Why would I write on my Bible? Why highlight a verse when they’re all good? What if I want to take back what I did?
These are all questions that stopped me from ever getting into the highlighting underlining Bible marking madness that so many have embraced! However, I have to admit that this summer I gave in. In fact, gave in is an understatement. It would be better to say I plunged in, headfirst with enthusiasm. “What caused this change?”, you (maybe) are(n’t) asking. I’ll tell you. I realised that underlining and writing can be an excellent tool that helps me read the Scripture deeper and more attentively.
My biggest problem with approaches to marking the Bible is that most boil down to being nothing more than colour coding, which doesn’t really help me read the Bible. Instead, it just clutters a page and brackets off the Scripture in an unnatural way. Black = sin, Blue = Jesus, Red = anger, Green = marriage, and it goes on. For me, these approaches distract reading and study rather than assist.
What I am proposing here is something very different. So if you think like me, perhaps this will be useful for you. I came up with a very similar system to Jim Hamilton’s, and it is probably still in flux but I thought I would share it since I am excited about it and finding it very useful.
Tools you will need
This is where I feel like I’m writing for a craft blog instead of a theology blog.
- A Bible. I got the new ESV Personal Reference Bible just for reading (my teaching Bible is massive).
- Pens. I recommend pigment pens, which are excellent for Bibles since they don’t bleed and are very precise. I got the Sakura 01 Ink Colour set.
- Ruler/Straightedge. If you’re like me, a crooked line in your Bible will keep you up all night.
The Bible Marking System
Here is my system so far, matching the Micron pens above.
- Green: Literary devices and themes. I use this colour to represent anything of structural (Gen 2:4, 5:1, 6:9 etc.) or thematic (Gen 3:15, 4:25, 9:9, etc) significance I find in a book. You may want to use two separate colours for these, but I’m running with the one for now.
- Red: God’s actions or something significant or central to the book. The red stands out very starkly so it’s an appropriate colour.
- Pink: God’s glory/name/character, as opposed to God’s actions. “To the praise of His glory” (Eph 1:12) would get a pink underline.
- Black: Anything notable, interesting, or repeated within a section rather than the whole book (which would be green).
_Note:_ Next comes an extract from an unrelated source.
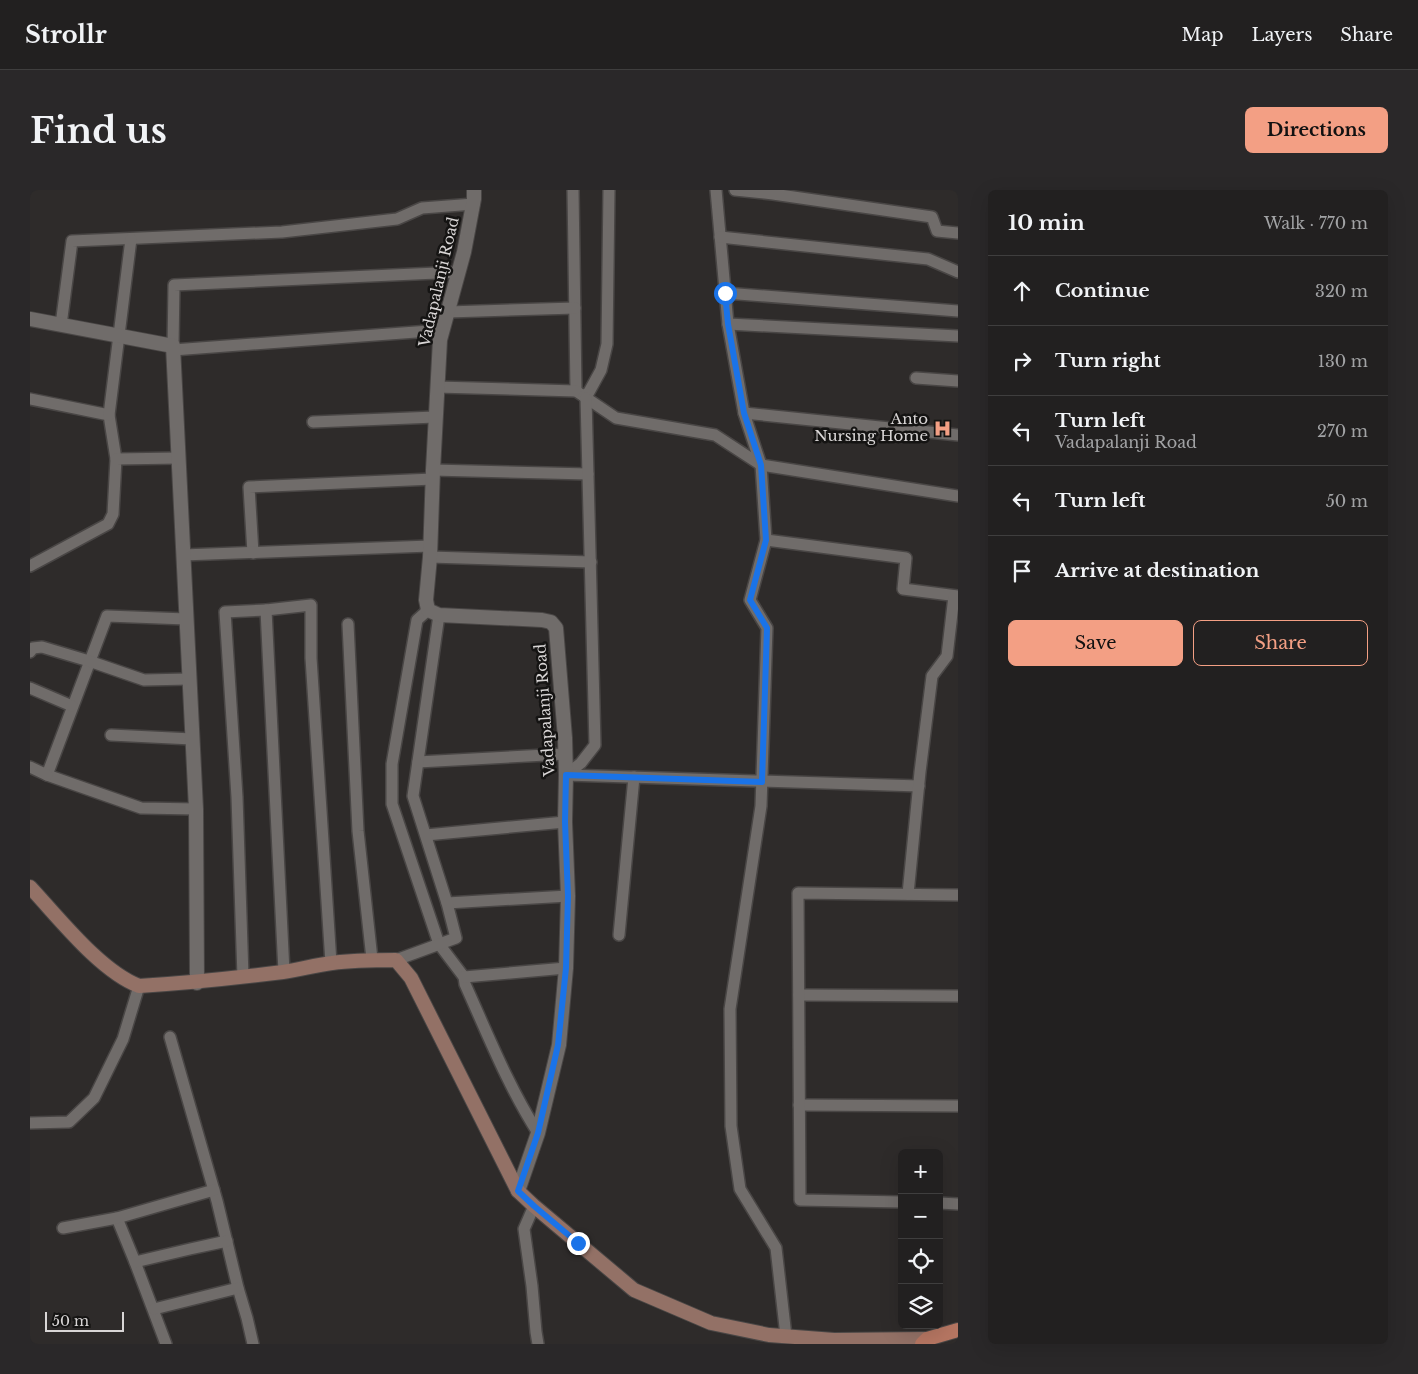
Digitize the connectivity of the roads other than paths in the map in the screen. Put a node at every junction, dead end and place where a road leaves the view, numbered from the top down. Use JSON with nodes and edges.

When you read a page, black underlines tend not to draw your eye as much, so it blends into the background.
- Brown: Person/place/date. I don’t underline every name or city, but when it is repeated or appears important. In the New Testament epistles I am using brown to highlight eschatological contrasts (ie. “but now”). It draws attention to a prominent theme in the NT.
- Purple: Purple indicates royalty/kingship or Messianic language. Jacob’s prophecy over Judah, for example. This helps me notice the expanding theme of the Messiah throughout the whole Bible.
- Blue: Faith, such as Abraham doing what God commands; or lack thereof, such as Israel’s repeated grumbling in the wilderness.
- Light brown: Allusions or quotations of earlier Scripture. This is very helpful since there are so many allusions to earlier Scripture but I easily miss or forget them.
So as I read large portions of the Bible or Biblical studies books, I keep my eyes open for these themes. It helps me pay attention better, notice things I may not have seen before, record insights I may forget, but also helps me find things again easily when I skim through a book
Bible Marking Examples
Here are three examples of the method in action. Forgive the crummy iPhone photos. Click on any of the images for a larger version.
Genesis 9 (left)
Being “fruitful” and “multiplying” is an important recurring theme in Genesis (green). They were given to Adam and Eve (Gen 1:28) and here they reiterated to Noah. God’s covenant with Noah is established (red) and the sign is the rainbow (black)
Genesis 11-12 (right)
“These are the generations” break up larger sections in Genesis (green). God’s covenant with Abram is established (red), and He promises to bless Abram (green), which calls to mind Adam and Eve (Gen 1:28) Lastly, Abram’s obedience is noted (blue).
Romans 1-2 (left)
A central point of Romans 1 is the fact that mankind is without excuse before God (black). A recurring word in Romans 1 is “exchanged” (black), and so is the phrase “God gave them up” (red).
I’ve put together this post because I’m finding this method to be very helpful in my daily reading and ongoing study of the Word. I’m able to quickly find important themes, and this aids my reading.
We all want to be better readers of the Bible, so why not try something new like this?